I confess this photo is staged. The macho pickup/camper and the manly John Deere 318 were placed for a reason. Namely, I need the Chuck Norris points after having, and I swear this is true, made drapes. I really haven't had all that much trouble with tourist ladies hiding in the bushes with binoculars, hoping I'll change shirts or something in the wide open living room, but you never know.

In further defense, I created the curtains in a way that would never occur to a cute fellow in the lime green jumper and yellow ascot.

It is perfectly possible to create window-treatment elegance with a vintage flannel sheet printed with what someone (maybe the fellow mention supra) believed to be an authentic American Indian motif. It merely requires pinking (blush) shears, a Stanley 30-foot tape measure, a stapler, and a roll of Gorilla tape. The latter two items help fabricate the tunnel through which the curtain rod goes.

N.B. Above the window hangs a nicely scoped .30-06 in further testimony to my masculine status. It was cropped out, however, too black,  because my three volt cockroach by Canon couldn't solve the contrasty light problems.  

3 comments:

Joel said...

pUm...a lawn tractor, while admittedly not a Prius or a Volt, isn't really all that manly.

Just sayin'. Don't kill me.

SpeakerTweaker said...

The split in the table takes a little curve above the coffee cup. When I spotted that, my brain told me that was the cord from the coffee cup. Heh.



tweaker

Jim said...

If it's an old 318 by Deere, and if you bought it without a USDA subsidy, it is not only macho, it's libertarian. :)
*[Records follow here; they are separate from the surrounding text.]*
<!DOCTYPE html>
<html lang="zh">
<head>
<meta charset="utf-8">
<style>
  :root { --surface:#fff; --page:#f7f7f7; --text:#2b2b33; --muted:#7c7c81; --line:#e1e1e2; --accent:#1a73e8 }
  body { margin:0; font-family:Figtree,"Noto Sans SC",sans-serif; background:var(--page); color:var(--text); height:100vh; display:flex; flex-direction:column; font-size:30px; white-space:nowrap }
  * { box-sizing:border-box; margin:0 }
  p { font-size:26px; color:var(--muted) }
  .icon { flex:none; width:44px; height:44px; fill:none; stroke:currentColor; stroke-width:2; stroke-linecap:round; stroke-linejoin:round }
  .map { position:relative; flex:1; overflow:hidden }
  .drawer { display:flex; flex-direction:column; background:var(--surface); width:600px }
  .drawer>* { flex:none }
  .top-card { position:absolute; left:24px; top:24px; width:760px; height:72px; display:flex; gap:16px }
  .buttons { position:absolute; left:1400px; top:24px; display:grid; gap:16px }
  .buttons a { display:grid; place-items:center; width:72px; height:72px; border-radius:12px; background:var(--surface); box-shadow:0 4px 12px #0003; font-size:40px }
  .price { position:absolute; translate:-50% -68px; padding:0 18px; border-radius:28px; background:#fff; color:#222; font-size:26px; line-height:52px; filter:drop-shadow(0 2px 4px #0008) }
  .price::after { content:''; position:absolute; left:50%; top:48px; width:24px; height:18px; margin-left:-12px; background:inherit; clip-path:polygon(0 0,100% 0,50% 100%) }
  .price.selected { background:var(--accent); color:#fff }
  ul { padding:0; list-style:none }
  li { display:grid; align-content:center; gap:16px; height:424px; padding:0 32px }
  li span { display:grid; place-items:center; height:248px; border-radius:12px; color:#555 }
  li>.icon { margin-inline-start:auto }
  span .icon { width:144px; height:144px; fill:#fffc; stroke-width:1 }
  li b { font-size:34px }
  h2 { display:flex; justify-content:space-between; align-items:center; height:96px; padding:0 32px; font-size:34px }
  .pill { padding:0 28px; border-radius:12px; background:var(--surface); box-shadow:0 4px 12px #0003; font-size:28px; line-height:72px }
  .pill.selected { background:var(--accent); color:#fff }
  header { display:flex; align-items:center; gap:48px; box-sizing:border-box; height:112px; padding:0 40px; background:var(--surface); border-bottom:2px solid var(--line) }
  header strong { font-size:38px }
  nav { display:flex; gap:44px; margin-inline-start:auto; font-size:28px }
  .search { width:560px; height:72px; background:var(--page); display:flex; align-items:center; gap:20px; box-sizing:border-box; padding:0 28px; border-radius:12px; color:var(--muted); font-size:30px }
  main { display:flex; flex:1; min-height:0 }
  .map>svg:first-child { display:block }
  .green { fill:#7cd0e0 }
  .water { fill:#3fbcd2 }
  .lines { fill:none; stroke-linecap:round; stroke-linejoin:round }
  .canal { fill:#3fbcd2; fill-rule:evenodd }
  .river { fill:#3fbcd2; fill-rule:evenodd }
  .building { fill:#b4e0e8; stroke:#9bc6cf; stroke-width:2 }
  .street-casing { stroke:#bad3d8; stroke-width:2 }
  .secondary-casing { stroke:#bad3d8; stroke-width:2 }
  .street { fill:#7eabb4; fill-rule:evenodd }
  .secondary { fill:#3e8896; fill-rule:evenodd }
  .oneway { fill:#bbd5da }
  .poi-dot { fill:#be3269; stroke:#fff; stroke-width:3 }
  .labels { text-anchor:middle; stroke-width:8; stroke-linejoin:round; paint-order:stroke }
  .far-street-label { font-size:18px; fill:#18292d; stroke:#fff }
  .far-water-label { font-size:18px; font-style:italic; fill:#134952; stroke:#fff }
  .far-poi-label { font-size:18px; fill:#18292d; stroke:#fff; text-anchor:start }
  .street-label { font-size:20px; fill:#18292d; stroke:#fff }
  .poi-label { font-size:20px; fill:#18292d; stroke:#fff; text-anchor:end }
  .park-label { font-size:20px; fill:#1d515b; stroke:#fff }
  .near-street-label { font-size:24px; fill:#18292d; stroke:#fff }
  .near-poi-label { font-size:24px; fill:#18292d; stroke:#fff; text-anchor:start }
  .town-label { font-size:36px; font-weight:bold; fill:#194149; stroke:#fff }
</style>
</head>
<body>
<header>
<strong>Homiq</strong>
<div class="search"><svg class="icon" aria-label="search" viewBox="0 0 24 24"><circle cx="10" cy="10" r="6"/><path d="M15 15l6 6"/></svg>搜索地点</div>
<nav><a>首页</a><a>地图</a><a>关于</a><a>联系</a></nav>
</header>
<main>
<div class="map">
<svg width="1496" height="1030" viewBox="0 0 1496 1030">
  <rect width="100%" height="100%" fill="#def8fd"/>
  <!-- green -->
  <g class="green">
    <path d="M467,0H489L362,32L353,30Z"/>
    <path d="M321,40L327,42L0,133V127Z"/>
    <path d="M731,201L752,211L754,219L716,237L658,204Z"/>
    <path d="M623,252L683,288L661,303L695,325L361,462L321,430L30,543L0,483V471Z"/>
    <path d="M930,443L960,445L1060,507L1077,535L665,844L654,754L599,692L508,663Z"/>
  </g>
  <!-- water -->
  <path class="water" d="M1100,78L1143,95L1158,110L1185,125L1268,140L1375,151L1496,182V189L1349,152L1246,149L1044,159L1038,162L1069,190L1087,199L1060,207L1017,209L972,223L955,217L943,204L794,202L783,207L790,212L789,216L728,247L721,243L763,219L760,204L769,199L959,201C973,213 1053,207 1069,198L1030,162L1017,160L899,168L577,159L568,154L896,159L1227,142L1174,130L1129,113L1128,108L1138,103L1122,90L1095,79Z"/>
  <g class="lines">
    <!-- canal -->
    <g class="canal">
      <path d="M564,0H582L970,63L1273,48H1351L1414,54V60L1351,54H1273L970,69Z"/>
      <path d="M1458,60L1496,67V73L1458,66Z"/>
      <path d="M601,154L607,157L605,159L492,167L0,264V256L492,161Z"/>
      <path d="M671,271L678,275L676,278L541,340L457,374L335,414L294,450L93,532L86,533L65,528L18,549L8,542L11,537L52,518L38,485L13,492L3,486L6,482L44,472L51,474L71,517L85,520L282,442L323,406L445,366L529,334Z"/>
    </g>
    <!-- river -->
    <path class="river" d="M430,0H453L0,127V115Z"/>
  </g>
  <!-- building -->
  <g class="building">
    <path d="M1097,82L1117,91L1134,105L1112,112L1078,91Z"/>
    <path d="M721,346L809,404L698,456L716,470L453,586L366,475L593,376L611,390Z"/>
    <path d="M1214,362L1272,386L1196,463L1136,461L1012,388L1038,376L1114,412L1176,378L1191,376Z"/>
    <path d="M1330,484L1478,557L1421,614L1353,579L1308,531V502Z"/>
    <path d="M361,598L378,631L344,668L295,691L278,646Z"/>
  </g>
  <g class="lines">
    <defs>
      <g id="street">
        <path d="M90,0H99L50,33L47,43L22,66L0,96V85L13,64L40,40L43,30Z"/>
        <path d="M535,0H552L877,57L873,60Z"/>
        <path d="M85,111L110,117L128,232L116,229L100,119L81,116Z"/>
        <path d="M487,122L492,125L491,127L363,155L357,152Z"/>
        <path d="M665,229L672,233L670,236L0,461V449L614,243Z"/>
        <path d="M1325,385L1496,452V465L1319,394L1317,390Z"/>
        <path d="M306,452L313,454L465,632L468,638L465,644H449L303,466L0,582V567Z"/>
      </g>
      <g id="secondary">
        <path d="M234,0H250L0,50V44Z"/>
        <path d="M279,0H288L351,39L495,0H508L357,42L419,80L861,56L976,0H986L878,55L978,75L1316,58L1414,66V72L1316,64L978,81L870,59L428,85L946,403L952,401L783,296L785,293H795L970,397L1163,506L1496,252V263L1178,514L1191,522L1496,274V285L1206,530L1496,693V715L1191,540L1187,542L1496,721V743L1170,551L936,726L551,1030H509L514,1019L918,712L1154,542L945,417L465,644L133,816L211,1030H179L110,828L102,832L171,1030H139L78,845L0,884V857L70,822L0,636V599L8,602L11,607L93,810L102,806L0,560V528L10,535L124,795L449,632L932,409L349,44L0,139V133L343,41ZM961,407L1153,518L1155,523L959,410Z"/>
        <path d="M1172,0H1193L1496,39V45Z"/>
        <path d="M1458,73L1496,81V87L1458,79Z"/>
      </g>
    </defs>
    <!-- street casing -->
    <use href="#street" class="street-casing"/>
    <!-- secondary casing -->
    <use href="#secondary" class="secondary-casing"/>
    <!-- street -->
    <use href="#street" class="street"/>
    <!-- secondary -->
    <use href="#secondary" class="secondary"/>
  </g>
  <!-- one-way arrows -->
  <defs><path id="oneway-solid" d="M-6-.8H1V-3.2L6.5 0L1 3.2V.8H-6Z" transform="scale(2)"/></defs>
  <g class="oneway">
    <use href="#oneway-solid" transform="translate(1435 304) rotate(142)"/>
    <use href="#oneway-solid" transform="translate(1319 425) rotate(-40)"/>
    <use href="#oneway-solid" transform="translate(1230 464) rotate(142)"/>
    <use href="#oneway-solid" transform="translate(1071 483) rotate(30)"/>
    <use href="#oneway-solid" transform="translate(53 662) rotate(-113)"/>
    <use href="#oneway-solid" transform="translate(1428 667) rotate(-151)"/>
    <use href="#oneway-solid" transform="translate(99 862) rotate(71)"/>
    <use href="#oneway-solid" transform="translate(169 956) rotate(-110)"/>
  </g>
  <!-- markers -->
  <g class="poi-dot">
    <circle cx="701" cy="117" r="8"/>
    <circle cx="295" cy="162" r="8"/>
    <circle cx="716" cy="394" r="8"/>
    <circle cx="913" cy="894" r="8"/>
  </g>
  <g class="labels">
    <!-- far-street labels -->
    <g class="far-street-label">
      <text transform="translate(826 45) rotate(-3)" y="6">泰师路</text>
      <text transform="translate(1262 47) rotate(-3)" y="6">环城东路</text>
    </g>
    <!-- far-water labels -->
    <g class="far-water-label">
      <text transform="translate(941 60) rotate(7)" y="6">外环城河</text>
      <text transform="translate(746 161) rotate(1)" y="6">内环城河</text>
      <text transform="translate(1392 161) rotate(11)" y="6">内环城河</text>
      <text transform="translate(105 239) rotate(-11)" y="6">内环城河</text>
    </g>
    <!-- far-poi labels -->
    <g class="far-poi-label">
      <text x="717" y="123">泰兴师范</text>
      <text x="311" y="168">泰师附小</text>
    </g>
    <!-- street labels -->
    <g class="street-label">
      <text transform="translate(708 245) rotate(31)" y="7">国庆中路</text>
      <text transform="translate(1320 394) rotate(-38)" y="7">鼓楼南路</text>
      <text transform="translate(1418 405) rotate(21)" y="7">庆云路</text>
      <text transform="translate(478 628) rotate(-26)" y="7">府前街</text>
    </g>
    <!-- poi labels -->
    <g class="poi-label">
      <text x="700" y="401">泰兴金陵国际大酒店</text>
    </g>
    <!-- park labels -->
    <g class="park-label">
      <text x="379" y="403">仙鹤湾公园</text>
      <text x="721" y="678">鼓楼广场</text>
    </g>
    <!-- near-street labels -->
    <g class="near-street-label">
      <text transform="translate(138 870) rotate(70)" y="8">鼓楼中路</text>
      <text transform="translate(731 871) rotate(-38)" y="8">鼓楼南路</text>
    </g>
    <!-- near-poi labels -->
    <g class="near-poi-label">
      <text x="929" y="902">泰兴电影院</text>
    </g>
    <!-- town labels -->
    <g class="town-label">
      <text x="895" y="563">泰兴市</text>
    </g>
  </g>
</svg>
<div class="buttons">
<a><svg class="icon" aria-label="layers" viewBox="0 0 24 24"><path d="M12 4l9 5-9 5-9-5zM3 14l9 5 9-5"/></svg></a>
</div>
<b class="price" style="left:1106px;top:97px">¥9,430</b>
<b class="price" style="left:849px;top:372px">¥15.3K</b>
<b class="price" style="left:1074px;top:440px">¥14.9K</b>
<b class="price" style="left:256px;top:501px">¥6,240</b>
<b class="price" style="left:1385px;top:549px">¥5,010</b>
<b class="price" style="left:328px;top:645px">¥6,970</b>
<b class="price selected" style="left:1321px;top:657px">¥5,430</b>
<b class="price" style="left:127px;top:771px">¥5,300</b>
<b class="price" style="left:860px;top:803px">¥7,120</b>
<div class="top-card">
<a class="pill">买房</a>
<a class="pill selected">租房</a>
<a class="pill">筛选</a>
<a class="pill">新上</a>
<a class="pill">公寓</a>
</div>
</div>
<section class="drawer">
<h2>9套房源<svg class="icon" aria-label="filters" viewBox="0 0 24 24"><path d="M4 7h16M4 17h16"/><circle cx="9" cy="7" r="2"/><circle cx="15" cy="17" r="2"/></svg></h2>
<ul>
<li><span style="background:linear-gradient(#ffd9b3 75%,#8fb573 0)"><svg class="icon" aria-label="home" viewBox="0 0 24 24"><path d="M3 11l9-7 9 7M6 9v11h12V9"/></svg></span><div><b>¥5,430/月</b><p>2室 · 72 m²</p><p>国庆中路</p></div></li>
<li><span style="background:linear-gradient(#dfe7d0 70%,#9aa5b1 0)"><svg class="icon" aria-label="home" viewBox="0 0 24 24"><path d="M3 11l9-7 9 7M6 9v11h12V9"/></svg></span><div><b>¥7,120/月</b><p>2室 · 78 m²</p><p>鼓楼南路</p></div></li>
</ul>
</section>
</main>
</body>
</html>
Tweaker: That crack drives me nuts, and very soon I'll rip a thin wedge of walnut and mallet it in. Things get dry around here in winter, but it still shouldn't have happened. I built the top of 1 1/4-inch walnut that had been air-dried for years. A couple of years later some of the edge-glued joints parted. I reglued them with the magicest adhesive I could find, and they're holding, but now the damned crack. The arboreal gods refuse to smile on this project.